As used in this section:
(1)The term “major oil company” means any person who, individually or together with any other person with respect to which such person has an affiliate relationship or significant ownership interest, produced during a prior 6–month period specified by the Secretary, an average daily volume of 1,600,000 barrels of crude oil, natural gas liquids equivalents, and natural gas equivalents.
(2)One barrel of natural gas equivalent equals 5,626 cubic feet of natural gas measured at 14.73 pounds per square inch (MSL) and 60 degrees Fahrenheit.
(3)One barrel of natural gas liquids equivalent equals 1.454 barrels of natural gas liquids at 60 degrees Fahrenheit.

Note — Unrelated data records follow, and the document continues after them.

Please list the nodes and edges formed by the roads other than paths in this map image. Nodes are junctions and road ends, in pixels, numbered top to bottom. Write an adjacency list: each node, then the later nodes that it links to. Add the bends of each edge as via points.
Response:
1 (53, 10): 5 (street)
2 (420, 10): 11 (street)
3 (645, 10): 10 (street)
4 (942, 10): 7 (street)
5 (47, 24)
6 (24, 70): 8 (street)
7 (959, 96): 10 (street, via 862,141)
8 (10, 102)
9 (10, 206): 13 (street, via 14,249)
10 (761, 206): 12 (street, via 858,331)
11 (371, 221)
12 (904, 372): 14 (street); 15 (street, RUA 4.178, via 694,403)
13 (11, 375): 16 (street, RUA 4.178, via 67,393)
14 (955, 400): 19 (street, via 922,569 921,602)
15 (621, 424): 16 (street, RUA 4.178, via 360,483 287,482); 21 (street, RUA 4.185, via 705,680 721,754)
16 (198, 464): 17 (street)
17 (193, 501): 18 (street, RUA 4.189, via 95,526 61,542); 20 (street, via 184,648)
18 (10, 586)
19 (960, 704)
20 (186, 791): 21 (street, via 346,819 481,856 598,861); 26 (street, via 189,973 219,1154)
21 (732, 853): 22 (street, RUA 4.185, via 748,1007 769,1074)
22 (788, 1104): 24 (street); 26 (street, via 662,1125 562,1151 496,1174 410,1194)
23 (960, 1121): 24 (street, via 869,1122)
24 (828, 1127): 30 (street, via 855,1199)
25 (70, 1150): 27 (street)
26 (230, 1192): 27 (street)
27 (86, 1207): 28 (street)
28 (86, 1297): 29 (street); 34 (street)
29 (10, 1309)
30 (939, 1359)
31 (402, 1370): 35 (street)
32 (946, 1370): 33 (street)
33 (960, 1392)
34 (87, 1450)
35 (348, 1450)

The Secretary may, in his discretion, consider a request from any person described in subsection (a) of this section for an exemption from the prohibition of this section. In considering any such request, the Secretary may exempt bidding for leases for lands in any area only if the Secretary finds, on the record after opportunity for an agency hearing, that—
(1)such lands have extremely high cost exploration or development problems; and
(2)exploration and development will not occur on such lands unless such exemption is granted.
Findings of the Secretary under this subsection shall be final, and shall not be invalidated unless found to be arbitrary or capricious.

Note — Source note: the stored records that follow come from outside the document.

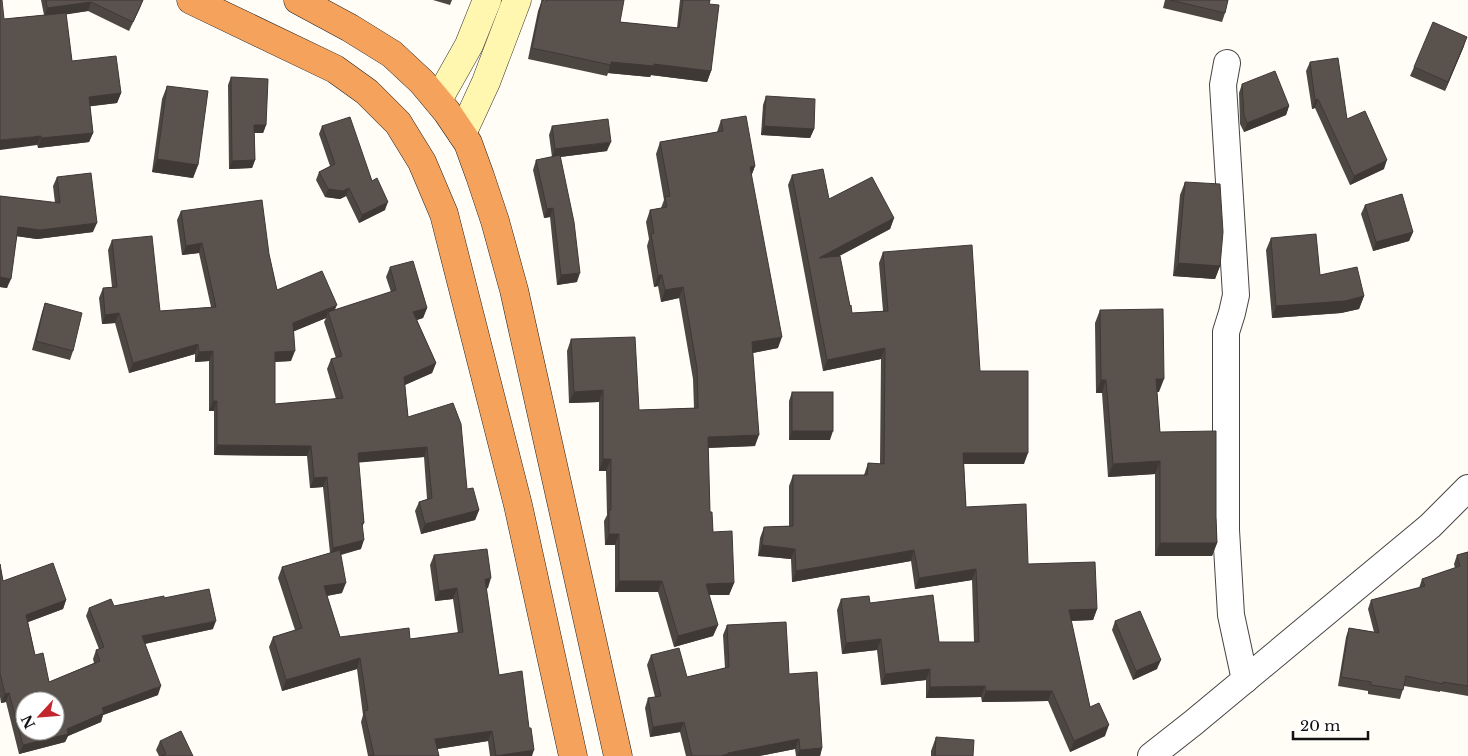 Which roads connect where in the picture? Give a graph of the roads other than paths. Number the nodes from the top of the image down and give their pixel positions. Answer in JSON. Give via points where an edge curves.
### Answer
{"nodes":[{"id":1,"x":191,"y":0,"type":"edge"},
{"id":2,"x":298,"y":0,"type":"edge"},
{"id":3,"x":487,"y":0,"type":"edge"},
{"id":4,"x":517,"y":0,"type":"edge"},
{"id":5,"x":1227,"y":63,"type":"dead end"},
{"id":6,"x":438,"y":100,"type":"junction"},
{"id":7,"x":462,"y":134,"type":"junction"},
{"id":8,"x":1468,"y":488,"type":"edge"},
{"id":9,"x":560,"y":497,"type":"junction"},
{"id":10,"x":518,"y":505,"type":"junction"},
{"id":11,"x":1245,"y":680,"type":"junction"},
{"id":12,"x":573,"y":756,"type":"edge"},
{"id":13,"x":618,"y":756,"type":"edge"},
{"id":14,"x":1151,"y":756,"type":"edge"}],
"edges":[{"from":1,"to":10,"type":"highway","via":[[335,69],[366,92],[398,123],[422,162],[444,214]]},
{"from":2,"to":6,"type":"highway","via":[[392,54]]},
{"from":3,"to":6,"type":"street","via":[[469,45]]},
{"from":4,"to":7,"type":"street"},
{"from":5,"to":11,"type":"street","via":[[1223,84],[1236,295],[1226,332],[1226,530],[1231,615]]},
{"from":6,"to":7,"type":"highway"},
{"from":7,"to":9,"type":"highway","via":[[480,176],[509,272]]},
{"from":8,"to":11,"type":"street","via":[[1430,526]]},
{"from":9,"to":10,"type":"highway"},
{"from":9,"to":13,"type":"highway"},
{"from":10,"to":12,"type":"highway"},
{"from":11,"to":14,"type":"street"}]} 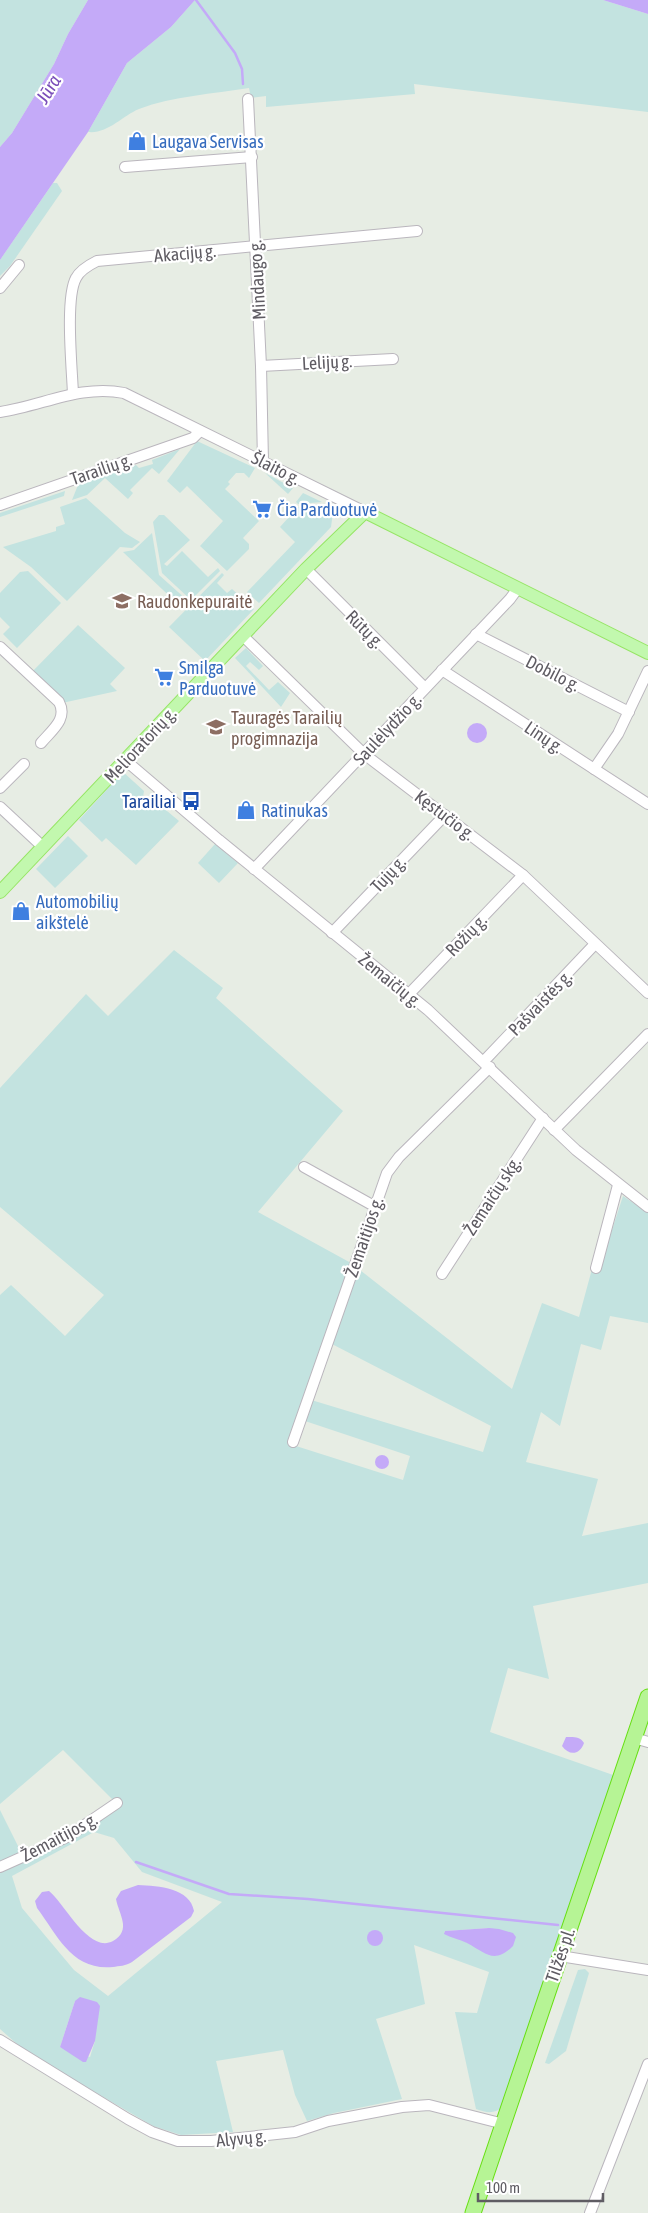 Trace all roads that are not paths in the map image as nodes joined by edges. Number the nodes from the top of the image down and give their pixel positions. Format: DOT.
graph roads {
  1 [pos="248,99"];
  2 [pos="252,157"];
  3 [pos="125,167"];
  4 [pos="417,231"];
  5 [pos="254,246"];
  6 [pos="19,265"];
  7 [pos="0,288"];
  8 [pos="393,359"];
  9 [pos="261,366"];
  10 [pos="72,394"];
  11 [pos="0,412"];
  12 [pos="200,431"];
  13 [pos="264,462"];
  14 [pos="0,505"];
  15 [pos="365,512"];
  16 [pos="306,569"];
  17 [pos="518,588"];
  18 [pos="476,634"];
  19 [pos="243,636"];
  20 [pos="0,647"];
  21 [pos="648,653"];
  22 [pos="442,670"];
  23 [pos="648,671"];
  24 [pos="425,688"];
  25 [pos="629,712"];
  26 [pos="42,743"];
  27 [pos="364,754"];
  28 [pos="125,760"];
  29 [pos="24,764"];
  30 [pos="594,769"];
  31 [pos="0,788"];
  32 [pos="648,804"];
  33 [pos="0,807"];
  34 [pos="445,815"];
  35 [pos="43,847"];
  36 [pos="254,869"];
  37 [pos="523,875"];
  38 [pos="0,892"];
  39 [pos="332,933"];
  40 [pos="595,944"];
  41 [pos="648,993"];
  42 [pos="409,994"];
  43 [pos="648,1034"];
  44 [pos="487,1064"];
  45 [pos="543,1118"];
  46 [pos="554,1130"];
  47 [pos="304,1167"];
  48 [pos="618,1185"];
  49 [pos="374,1206"];
  50 [pos="648,1207"];
  51 [pos="596,1268"];
  52 [pos="442,1274"];
  53 [pos="293,1442"];
  54 [pos="648,1697"];
  55 [pos="641,1740"];
  56 [pos="116,1803"];
  57 [pos="0,1867"];
  58 [pos="560,1956"];
  59 [pos="648,1970"];
  60 [pos="0,2040"];
  61 [pos="648,2064"];
  62 [pos="504,2124"];
  63 [pos="473,2213"];
  64 [pos="590,2213"];
  1 -- 2 [label="street, Mindaugo g."];
  2 -- 3 [label="street"];
  2 -- 5 [label="street, Mindaugo g."];
  4 -- 5 [label="street, Akacijų g."];
  5 -- 9 [label="street, Mindaugo g."];
  5 -- 10 [label="street, Akacijų g."];
  6 -- 7 [label="street"];
  8 -- 9 [label="street, Lelijų g."];
  9 -- 13 [label="street, Mindaugo g."];
  10 -- 11 [label="street, Šlaito g."];
  10 -- 12 [label="street, Šlaito g."];
  12 -- 13 [label="street, Šlaito g."];
  12 -- 14 [label="street, Tarailių g."];
  13 -- 15 [label="street, Šlaito g."];
  15 -- 16 [label="main road, Melioratorių g."];
  15 -- 17 [label="main road, Šlaito g."];
  16 -- 19 [label="main road, Melioratorių g."];
  16 -- 24 [label="street, Rūtų g."];
  17 -- 18 [label="street, Saulėlydžio g."];
  17 -- 21 [label="main road, Šlaito g."];
  18 -- 22 [label="street, Saulėlydžio g."];
  18 -- 25 [label="street, Dobilo g."];
  19 -- 27 [label="street, Kęstučio g."];
  19 -- 28 [label="main road, Melioratorių g."];
  20 -- 26 [label="street"];
  22 -- 24 [label="street, Saulėlydžio g."];
  22 -- 30 [label="street, Linų g."];
  23 -- 25 [label="street"];
  24 -- 27 [label="street, Saulėlydžio g."];
  25 -- 30 [label="street"];
  27 -- 34 [label="street, Kęstučio g."];
  27 -- 36 [label="street, Saulėlydžio g."];
  28 -- 35 [label="main road, Melioratorių g."];
  28 -- 36 [label="street, Žemaičių g."];
  29 -- 31 [label="street"];
  30 -- 32 [label="street, Linų g."];
  33 -- 35 [label="street"];
  34 -- 37 [label="street, Kęstučio g."];
  34 -- 39 [label="street, Tujų g."];
  35 -- 38 [label="main road, Melioratorių g."];
  36 -- 39 [label="street, Žemaičių g."];
  37 -- 40 [label="street, Kęstučio g."];
  37 -- 42 [label="street, Rožių g."];
  39 -- 42 [label="street, Žemaičių g."];
  40 -- 41 [label="street, Kęstučio g."];
  40 -- 44 [label="street, Pašvaistės g."];
  42 -- 44 [label="street, Žemaičių g."];
  43 -- 46 [label="street"];
  44 -- 45 [label="street, Žemaičių g."];
  44 -- 49 [label="street, Žemaitijos g."];
  45 -- 46 [label="street, Žemaičių g."];
  45 -- 52 [label="street, Žemaičių skg."];
  46 -- 48 [label="street, Žemaičių g."];
  47 -- 49 [label="street"];
  48 -- 50 [label="street, Žemaičių g."];
  48 -- 51 [label="street"];
  49 -- 53 [label="street, Žemaitijos g."];
  54 -- 55 [label="highway, Tilžės pl."];
  55 -- 58 [label="highway, Tilžės pl."];
  56 -- 57 [label="street, Žemaitijos g."];
  58 -- 59 [label="street"];
  58 -- 62 [label="highway, Tilžės pl."];
  60 -- 62 [label="street, Alyvų g."];
  61 -- 64 [label="street"];
  62 -- 63 [label="highway, Tilžės pl."];
}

(d) Unitization of producing fields
This section shall not be construed to prohibit the unitization of producing fields to increase production or maximize ultimate recovery of oil or natural gas, or both.
(e) Report to Congress covering extension of restrictions on joint bidding
The Secretary shall study and report to the Congress, not later than 6 months after December 22, 1975, with respect to the feasibility and desirability of extending the prohibition on joint bidding to—
(1)bidding for any right to develop crude oil, natural gas, and natural gas liquids on Federal lands other than those located on the Outer Continental Shelf; and
(2)bidding for any right to develop coal and oil shale on such lands.
1978—Subsec. (c). Pub. L. 95–372substituted “in his discretion, consider a request from any person described in subsection (a) of this section for an exemption from the prohibition of this section” for “by amendment to the rule, exempt bidding for leases for lands located in frontier or other areas determined by the Secretary to be extremely high risk lands or to present unusually high cost exploration, or development, problems” in existing provisions and inserted provisions setting out the requisite finding of the Secretary and making arbitrariness and capriciousness of the Secretary’s findings the only bases for invalidation of those findings.
Transfer of Functions
Functions of Secretary of the Interior to promulgate regulations under this chapter relating to fostering of competition for Federal leases and to implementation of alternative bidding systems authorized for award of Federal leases transferred to Secretary of Energy by section
7152(b) of this title. Section
7152(b) of this title repealed by Pub. L. 97–100, title II, § 201,Dec. 23, 1981, 95 Stat. 1407, and functions of Secretary of Energy returned to Secretary of the Interior. See House Report No. 97–315, pp. 25, 26, Nov. 5, 1981.